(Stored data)

::::

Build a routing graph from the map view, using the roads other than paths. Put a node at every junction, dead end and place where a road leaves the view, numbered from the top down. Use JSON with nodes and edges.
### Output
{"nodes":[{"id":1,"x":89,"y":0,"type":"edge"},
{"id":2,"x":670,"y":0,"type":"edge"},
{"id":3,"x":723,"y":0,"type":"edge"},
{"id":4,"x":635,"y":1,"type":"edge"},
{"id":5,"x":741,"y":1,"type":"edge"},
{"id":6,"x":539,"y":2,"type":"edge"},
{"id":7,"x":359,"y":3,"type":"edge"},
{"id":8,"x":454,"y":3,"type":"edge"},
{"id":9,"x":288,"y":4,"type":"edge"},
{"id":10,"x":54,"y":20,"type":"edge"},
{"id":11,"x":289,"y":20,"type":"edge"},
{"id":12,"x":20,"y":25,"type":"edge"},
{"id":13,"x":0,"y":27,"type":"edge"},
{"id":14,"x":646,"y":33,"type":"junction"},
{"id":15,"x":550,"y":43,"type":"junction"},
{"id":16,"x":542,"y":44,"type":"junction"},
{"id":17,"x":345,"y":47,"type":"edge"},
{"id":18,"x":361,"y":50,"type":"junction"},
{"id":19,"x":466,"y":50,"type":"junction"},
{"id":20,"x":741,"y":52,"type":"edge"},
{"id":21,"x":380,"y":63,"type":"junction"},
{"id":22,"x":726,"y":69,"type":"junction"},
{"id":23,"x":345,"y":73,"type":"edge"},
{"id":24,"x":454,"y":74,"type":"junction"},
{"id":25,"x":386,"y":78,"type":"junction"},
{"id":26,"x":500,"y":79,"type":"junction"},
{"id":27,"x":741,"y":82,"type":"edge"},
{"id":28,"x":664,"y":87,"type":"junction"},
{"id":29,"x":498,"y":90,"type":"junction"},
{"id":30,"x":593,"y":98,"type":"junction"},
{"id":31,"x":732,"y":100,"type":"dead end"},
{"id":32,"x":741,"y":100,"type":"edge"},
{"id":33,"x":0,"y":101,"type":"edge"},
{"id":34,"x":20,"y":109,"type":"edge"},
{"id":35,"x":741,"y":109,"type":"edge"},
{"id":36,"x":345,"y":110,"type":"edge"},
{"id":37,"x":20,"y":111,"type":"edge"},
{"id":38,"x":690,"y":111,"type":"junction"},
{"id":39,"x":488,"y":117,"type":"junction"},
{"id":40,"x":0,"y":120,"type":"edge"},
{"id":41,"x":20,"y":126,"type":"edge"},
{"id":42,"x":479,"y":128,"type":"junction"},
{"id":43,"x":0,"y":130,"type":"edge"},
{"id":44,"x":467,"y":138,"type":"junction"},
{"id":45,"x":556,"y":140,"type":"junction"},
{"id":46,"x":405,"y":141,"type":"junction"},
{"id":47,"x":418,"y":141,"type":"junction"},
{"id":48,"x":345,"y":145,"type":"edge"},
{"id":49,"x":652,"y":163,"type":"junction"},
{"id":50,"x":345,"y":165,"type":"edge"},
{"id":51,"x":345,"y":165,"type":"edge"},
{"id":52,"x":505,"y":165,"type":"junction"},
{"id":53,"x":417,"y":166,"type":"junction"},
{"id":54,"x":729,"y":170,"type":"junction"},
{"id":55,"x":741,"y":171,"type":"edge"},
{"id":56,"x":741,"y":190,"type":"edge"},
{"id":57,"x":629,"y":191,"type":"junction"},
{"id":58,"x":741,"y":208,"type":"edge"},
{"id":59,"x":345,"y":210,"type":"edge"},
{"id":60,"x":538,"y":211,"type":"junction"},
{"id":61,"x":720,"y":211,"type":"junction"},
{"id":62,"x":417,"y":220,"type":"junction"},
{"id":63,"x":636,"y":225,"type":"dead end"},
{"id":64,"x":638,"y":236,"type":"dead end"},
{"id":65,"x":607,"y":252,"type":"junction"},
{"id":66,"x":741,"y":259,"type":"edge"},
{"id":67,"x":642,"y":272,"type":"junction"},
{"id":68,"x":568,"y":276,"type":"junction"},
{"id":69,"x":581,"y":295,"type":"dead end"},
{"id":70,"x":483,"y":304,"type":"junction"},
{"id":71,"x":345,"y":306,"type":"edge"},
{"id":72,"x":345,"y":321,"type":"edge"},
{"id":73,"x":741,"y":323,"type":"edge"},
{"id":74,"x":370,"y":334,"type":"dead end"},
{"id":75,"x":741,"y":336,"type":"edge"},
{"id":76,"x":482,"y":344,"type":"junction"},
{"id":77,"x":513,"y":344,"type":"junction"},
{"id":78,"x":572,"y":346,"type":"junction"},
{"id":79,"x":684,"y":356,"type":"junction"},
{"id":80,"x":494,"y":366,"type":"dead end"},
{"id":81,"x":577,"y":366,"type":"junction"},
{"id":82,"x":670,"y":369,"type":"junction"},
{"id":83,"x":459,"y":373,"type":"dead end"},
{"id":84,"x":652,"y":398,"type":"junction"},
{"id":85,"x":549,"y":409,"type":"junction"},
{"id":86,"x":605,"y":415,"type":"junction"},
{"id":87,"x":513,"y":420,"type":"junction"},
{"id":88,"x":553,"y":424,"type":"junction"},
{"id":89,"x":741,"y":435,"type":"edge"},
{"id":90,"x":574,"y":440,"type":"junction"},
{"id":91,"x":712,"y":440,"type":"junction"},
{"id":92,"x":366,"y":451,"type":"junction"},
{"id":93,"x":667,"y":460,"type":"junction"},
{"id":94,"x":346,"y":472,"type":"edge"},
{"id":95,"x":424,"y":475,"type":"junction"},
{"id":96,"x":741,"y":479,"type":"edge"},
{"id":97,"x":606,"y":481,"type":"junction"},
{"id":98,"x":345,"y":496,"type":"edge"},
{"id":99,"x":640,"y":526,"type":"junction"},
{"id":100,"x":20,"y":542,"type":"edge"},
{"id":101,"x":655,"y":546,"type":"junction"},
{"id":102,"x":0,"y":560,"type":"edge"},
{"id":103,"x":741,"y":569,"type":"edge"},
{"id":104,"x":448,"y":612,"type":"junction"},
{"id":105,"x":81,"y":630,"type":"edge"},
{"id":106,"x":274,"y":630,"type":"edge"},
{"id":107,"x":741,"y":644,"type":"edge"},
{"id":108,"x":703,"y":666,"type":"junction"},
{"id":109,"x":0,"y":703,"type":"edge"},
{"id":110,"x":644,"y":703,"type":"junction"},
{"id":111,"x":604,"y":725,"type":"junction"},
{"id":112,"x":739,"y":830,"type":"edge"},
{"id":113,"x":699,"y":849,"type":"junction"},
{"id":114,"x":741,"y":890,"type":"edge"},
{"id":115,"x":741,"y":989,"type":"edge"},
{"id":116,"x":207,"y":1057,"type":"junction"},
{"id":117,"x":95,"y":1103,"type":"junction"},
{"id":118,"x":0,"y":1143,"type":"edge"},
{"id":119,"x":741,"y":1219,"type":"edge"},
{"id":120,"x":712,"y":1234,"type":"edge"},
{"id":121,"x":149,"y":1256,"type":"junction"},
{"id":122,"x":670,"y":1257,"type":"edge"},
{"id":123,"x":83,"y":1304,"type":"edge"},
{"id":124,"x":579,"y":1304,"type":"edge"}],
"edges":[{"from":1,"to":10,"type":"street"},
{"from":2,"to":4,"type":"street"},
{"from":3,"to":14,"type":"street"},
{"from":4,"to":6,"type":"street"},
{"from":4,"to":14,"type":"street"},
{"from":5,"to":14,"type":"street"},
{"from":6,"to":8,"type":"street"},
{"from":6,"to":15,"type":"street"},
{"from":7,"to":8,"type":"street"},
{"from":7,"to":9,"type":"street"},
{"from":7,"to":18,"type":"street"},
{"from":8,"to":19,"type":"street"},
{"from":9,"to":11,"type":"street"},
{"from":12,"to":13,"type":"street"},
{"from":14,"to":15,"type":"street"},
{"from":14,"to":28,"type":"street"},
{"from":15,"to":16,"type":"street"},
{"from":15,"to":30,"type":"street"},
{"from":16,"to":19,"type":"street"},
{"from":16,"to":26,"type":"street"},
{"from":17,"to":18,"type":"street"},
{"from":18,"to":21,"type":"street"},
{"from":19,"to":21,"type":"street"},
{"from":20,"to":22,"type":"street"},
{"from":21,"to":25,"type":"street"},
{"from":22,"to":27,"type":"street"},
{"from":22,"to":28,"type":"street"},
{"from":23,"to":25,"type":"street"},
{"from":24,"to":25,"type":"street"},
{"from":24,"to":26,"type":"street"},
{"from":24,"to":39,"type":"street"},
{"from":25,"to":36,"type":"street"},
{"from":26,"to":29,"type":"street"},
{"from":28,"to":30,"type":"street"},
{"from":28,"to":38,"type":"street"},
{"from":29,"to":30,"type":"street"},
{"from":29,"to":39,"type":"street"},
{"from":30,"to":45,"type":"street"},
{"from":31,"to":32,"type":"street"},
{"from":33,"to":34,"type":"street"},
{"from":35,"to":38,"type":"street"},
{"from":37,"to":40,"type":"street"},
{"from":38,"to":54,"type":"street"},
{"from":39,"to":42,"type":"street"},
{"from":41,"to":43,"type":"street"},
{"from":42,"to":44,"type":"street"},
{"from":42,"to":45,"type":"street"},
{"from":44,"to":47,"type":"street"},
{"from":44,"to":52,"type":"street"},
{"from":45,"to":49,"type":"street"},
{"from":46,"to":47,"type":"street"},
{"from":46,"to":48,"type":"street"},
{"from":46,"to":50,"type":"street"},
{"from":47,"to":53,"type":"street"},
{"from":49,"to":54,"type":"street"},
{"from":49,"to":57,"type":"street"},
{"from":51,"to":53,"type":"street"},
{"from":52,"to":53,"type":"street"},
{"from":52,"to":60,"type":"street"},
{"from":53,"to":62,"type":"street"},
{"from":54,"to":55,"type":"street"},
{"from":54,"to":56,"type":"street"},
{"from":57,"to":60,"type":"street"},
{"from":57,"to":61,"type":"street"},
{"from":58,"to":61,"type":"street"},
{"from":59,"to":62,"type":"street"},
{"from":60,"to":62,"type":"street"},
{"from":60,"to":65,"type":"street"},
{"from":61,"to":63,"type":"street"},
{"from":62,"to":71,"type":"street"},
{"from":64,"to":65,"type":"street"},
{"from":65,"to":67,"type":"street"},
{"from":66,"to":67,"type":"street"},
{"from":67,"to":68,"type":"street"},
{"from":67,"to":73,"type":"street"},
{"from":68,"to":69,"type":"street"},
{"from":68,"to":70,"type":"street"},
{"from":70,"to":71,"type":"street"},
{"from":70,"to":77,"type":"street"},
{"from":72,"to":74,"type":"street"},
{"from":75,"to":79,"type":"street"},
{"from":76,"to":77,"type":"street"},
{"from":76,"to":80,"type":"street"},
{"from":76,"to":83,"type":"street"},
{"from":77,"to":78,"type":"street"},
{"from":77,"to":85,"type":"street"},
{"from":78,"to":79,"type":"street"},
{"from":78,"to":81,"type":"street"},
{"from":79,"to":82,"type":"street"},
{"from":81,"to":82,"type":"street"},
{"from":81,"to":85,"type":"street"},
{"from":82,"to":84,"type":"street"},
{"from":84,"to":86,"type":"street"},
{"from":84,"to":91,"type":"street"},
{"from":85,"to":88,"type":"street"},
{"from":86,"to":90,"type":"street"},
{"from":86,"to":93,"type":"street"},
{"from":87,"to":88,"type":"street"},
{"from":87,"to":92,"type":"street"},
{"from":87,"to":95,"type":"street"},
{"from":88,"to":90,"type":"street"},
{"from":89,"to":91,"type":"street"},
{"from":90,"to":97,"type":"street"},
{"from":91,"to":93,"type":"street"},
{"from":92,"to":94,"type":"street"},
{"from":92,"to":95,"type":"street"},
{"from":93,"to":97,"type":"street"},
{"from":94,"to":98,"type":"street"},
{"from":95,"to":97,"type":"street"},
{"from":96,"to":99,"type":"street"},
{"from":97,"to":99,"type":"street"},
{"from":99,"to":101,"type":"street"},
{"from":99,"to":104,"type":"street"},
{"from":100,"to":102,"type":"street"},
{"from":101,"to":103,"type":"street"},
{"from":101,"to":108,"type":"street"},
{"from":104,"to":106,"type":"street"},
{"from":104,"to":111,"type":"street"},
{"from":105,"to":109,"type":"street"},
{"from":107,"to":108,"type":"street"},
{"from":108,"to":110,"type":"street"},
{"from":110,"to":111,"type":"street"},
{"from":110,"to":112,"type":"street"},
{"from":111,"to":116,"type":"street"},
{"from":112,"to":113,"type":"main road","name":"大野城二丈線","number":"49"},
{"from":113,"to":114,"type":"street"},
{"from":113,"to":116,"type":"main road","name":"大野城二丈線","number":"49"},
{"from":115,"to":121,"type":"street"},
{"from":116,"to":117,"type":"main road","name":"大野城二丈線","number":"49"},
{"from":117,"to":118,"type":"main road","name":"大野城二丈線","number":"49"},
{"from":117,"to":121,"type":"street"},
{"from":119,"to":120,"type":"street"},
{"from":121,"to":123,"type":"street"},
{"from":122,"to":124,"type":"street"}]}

::::

=== Task goal ===
Return only those lines of the records that contain the string "name".

=== Exercise solution ===
{"from":112,"to":113,"type":"main road","name":"大野城二丈線","number":"49"},
{"from":113,"to":116,"type":"main road","name":"大野城二丈線","number":"49"},
{"from":116,"to":117,"type":"main road","name":"大野城二丈線","number":"49"},
{"from":117,"to":118,"type":"main road","name":"大野城二丈線","number":"49"},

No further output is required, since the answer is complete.